Every entry, exactly as given, must be retyped.

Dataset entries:
━━━━

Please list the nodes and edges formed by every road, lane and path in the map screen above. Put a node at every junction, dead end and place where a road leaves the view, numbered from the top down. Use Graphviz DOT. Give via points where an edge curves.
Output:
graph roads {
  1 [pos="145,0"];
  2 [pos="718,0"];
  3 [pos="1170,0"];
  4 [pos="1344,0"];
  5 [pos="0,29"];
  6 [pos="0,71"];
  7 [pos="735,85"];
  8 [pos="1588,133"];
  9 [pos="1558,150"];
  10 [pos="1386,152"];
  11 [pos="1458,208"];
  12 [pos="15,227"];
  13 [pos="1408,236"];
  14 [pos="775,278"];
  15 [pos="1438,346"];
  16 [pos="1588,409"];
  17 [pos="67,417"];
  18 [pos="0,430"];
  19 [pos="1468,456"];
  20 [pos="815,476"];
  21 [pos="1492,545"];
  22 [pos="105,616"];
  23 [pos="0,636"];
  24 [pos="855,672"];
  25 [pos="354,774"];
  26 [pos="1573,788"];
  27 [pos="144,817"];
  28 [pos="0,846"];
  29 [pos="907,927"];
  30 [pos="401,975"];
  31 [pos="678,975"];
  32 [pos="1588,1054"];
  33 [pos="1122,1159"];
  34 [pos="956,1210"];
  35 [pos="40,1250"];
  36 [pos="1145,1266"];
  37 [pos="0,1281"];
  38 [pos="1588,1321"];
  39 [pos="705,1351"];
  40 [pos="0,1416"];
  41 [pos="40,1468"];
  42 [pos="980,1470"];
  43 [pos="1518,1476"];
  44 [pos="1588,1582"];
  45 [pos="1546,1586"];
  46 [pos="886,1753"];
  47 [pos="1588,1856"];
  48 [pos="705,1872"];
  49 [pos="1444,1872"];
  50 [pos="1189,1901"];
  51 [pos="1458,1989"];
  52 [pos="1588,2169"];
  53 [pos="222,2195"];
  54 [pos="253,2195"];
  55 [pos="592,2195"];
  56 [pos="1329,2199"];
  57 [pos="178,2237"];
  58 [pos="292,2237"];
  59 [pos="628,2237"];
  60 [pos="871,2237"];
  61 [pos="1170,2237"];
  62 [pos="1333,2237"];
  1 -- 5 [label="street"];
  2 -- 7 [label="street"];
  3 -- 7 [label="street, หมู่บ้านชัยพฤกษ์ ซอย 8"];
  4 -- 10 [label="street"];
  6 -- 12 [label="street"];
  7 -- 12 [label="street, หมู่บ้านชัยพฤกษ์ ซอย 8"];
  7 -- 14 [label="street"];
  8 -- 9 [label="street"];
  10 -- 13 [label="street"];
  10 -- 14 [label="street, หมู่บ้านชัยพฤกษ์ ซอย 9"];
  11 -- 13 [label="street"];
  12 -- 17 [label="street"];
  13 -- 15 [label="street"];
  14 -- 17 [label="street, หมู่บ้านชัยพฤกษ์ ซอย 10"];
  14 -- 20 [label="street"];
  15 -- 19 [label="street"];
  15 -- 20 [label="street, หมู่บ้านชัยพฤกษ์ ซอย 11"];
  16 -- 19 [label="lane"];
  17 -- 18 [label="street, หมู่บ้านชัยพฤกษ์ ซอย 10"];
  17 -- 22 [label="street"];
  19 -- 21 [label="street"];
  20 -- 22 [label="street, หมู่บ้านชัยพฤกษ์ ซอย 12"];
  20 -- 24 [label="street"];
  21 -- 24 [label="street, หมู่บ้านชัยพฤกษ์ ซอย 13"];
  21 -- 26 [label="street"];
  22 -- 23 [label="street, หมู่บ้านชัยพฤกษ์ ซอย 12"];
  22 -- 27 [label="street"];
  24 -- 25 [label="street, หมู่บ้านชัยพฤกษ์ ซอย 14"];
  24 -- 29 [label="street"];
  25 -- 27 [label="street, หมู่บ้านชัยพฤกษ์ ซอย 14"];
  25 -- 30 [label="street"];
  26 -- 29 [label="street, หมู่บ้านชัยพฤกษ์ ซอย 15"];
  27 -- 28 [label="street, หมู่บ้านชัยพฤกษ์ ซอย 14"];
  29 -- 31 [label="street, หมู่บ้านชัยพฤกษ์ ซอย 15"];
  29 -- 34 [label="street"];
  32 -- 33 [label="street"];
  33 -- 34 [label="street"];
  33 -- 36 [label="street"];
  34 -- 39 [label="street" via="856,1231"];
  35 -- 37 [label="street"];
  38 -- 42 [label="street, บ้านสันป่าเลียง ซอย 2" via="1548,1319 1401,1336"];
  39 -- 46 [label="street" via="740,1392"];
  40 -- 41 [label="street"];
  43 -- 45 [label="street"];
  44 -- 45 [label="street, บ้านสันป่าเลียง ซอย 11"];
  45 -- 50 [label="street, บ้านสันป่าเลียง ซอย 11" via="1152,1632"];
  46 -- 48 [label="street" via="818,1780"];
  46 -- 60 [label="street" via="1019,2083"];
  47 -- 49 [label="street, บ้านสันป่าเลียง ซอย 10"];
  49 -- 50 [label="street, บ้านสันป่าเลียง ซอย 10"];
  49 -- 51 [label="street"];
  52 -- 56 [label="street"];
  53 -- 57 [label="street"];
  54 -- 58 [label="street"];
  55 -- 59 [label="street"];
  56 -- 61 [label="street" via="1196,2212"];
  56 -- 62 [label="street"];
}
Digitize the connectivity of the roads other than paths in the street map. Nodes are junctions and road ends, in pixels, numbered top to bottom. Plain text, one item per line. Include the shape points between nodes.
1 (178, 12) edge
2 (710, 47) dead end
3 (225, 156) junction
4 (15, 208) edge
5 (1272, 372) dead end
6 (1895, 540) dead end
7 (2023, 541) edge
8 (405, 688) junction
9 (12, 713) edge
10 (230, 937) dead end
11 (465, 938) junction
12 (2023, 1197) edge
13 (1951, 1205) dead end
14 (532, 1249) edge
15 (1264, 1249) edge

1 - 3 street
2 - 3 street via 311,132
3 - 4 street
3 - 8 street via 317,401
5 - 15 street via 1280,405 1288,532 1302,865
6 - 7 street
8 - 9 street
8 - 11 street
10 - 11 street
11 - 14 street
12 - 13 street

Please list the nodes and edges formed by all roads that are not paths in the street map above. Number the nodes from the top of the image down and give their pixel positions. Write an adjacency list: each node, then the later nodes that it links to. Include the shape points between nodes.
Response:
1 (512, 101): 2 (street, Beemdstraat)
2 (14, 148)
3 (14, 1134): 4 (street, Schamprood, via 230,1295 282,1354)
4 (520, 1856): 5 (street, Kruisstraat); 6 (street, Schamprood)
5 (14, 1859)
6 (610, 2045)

━━━━

Output for this exercise:
Please list the nodes and edges formed by every road, lane and path in the map screen above. Put a node at every junction, dead end and place where a road leaves the view, numbered from the top down. Use Graphviz DOT. Give via points where an edge curves.
Output:
graph roads {
  1 [pos="145,0"];
  2 [pos="718,0"];
  3 [pos="1170,0"];
  4 [pos="1344,0"];
  5 [pos="0,29"];
  6 [pos="0,71"];
  7 [pos="735,85"];
  8 [pos="1588,133"];
  9 [pos="1558,150"];
  10 [pos="1386,152"];
  11 [pos="1458,208"];
  12 [pos="15,227"];
  13 [pos="1408,236"];
  14 [pos="775,278"];
  15 [pos="1438,346"];
  16 [pos="1588,409"];
  17 [pos="67,417"];
  18 [pos="0,430"];
  19 [pos="1468,456"];
  20 [pos="815,476"];
  21 [pos="1492,545"];
  22 [pos="105,616"];
  23 [pos="0,636"];
  24 [pos="855,672"];
  25 [pos="354,774"];
  26 [pos="1573,788"];
  27 [pos="144,817"];
  28 [pos="0,846"];
  29 [pos="907,927"];
  30 [pos="401,975"];
  31 [pos="678,975"];
  32 [pos="1588,1054"];
  33 [pos="1122,1159"];
  34 [pos="956,1210"];
  35 [pos="40,1250"];
  36 [pos="1145,1266"];
  37 [pos="0,1281"];
  38 [pos="1588,1321"];
  39 [pos="705,1351"];
  40 [pos="0,1416"];
  41 [pos="40,1468"];
  42 [pos="980,1470"];
  43 [pos="1518,1476"];
  44 [pos="1588,1582"];
  45 [pos="1546,1586"];
  46 [pos="886,1753"];
  47 [pos="1588,1856"];
  48 [pos="705,1872"];
  49 [pos="1444,1872"];
  50 [pos="1189,1901"];
  51 [pos="1458,1989"];
  52 [pos="1588,2169"];
  53 [pos="222,2195"];
  54 [pos="253,2195"];
  55 [pos="592,2195"];
  56 [pos="1329,2199"];
  57 [pos="178,2237"];
  58 [pos="292,2237"];
  59 [pos="628,2237"];
  60 [pos="871,2237"];
  61 [pos="1170,2237"];
  62 [pos="1333,2237"];
  1 -- 5 [label="street"];
  2 -- 7 [label="street"];
  3 -- 7 [label="street, หมู่บ้านชัยพฤกษ์ ซอย 8"];
  4 -- 10 [label="street"];
  6 -- 12 [label="street"];
  7 -- 12 [label="street, หมู่บ้านชัยพฤกษ์ ซอย 8"];
  7 -- 14 [label="street"];
  8 -- 9 [label="street"];
  10 -- 13 [label="street"];
  10 -- 14 [label="street, หมู่บ้านชัยพฤกษ์ ซอย 9"];
  11 -- 13 [label="street"];
  12 -- 17 [label="street"];
  13 -- 15 [label="street"];
  14 -- 17 [label="street, หมู่บ้านชัยพฤกษ์ ซอย 10"];
  14 -- 20 [label="street"];
  15 -- 19 [label="street"];
  15 -- 20 [label="street, หมู่บ้านชัยพฤกษ์ ซอย 11"];
  16 -- 19 [label="lane"];
  17 -- 18 [label="street, หมู่บ้านชัยพฤกษ์ ซอย 10"];
  17 -- 22 [label="street"];
  19 -- 21 [label="street"];
  20 -- 22 [label="street, หมู่บ้านชัยพฤกษ์ ซอย 12"];
  20 -- 24 [label="street"];
  21 -- 24 [label="street, หมู่บ้านชัยพฤกษ์ ซอย 13"];
  21 -- 26 [label="street"];
  22 -- 23 [label="street, หมู่บ้านชัยพฤกษ์ ซอย 12"];
  22 -- 27 [label="street"];
  24 -- 25 [label="street, หมู่บ้านชัยพฤกษ์ ซอย 14"];
  24 -- 29 [label="street"];
  25 -- 27 [label="street, หมู่บ้านชัยพฤกษ์ ซอย 14"];
  25 -- 30 [label="street"];
  26 -- 29 [label="street, หมู่บ้านชัยพฤกษ์ ซอย 15"];
  27 -- 28 [label="street, หมู่บ้านชัยพฤกษ์ ซอย 14"];
  29 -- 31 [label="street, หมู่บ้านชัยพฤกษ์ ซอย 15"];
  29 -- 34 [label="street"];
  32 -- 33 [label="street"];
  33 -- 34 [label="street"];
  33 -- 36 [label="street"];
  34 -- 39 [label="street" via="856,1231"];
  35 -- 37 [label="street"];
  38 -- 42 [label="street, บ้านสันป่าเลียง ซอย 2" via="1548,1319 1401,1336"];
  39 -- 46 [label="street" via="740,1392"];
  40 -- 41 [label="street"];
  43 -- 45 [label="street"];
  44 -- 45 [label="street, บ้านสันป่าเลียง ซอย 11"];
  45 -- 50 [label="street, บ้านสันป่าเลียง ซอย 11" via="1152,1632"];
  46 -- 48 [label="street" via="818,1780"];
  46 -- 60 [label="street" via="1019,2083"];
  47 -- 49 [label="street, บ้านสันป่าเลียง ซอย 10"];
  49 -- 50 [label="street, บ้านสันป่าเลียง ซอย 10"];
  49 -- 51 [label="street"];
  52 -- 56 [label="street"];
  53 -- 57 [label="street"];
  54 -- 58 [label="street"];
  55 -- 59 [label="street"];
  56 -- 61 [label="street" via="1196,2212"];
  56 -- 62 [label="street"];
}
Digitize the connectivity of the roads other than paths in the street map. Nodes are junctions and road ends, in pixels, numbered top to bottom. Plain text, one item per line. Include the shape points between nodes.
1 (178, 12) edge
2 (710, 47) dead end
3 (225, 156) junction
4 (15, 208) edge
5 (1272, 372) dead end
6 (1895, 540) dead end
7 (2023, 541) edge
8 (405, 688) junction
9 (12, 713) edge
10 (230, 937) dead end
11 (465, 938) junction
12 (2023, 1197) edge
13 (1951, 1205) dead end
14 (532, 1249) edge
15 (1264, 1249) edge

1 - 3 street
2 - 3 street via 311,132
3 - 4 street
3 - 8 street via 317,401
5 - 15 street via 1280,405 1288,532 1302,865
6 - 7 street
8 - 9 street
8 - 11 street
10 - 11 street
11 - 14 street
12 - 13 street

Please list the nodes and edges formed by all roads that are not paths in the street map above. Number the nodes from the top of the image down and give their pixel positions. Write an adjacency list: each node, then the later nodes that it links to. Include the shape points between nodes.
Response:
1 (512, 101): 2 (street, Beemdstraat)
2 (14, 148)
3 (14, 1134): 4 (street, Schamprood, via 230,1295 282,1354)
4 (520, 1856): 5 (street, Kruisstraat); 6 (street, Schamprood)
5 (14, 1859)
6 (610, 2045)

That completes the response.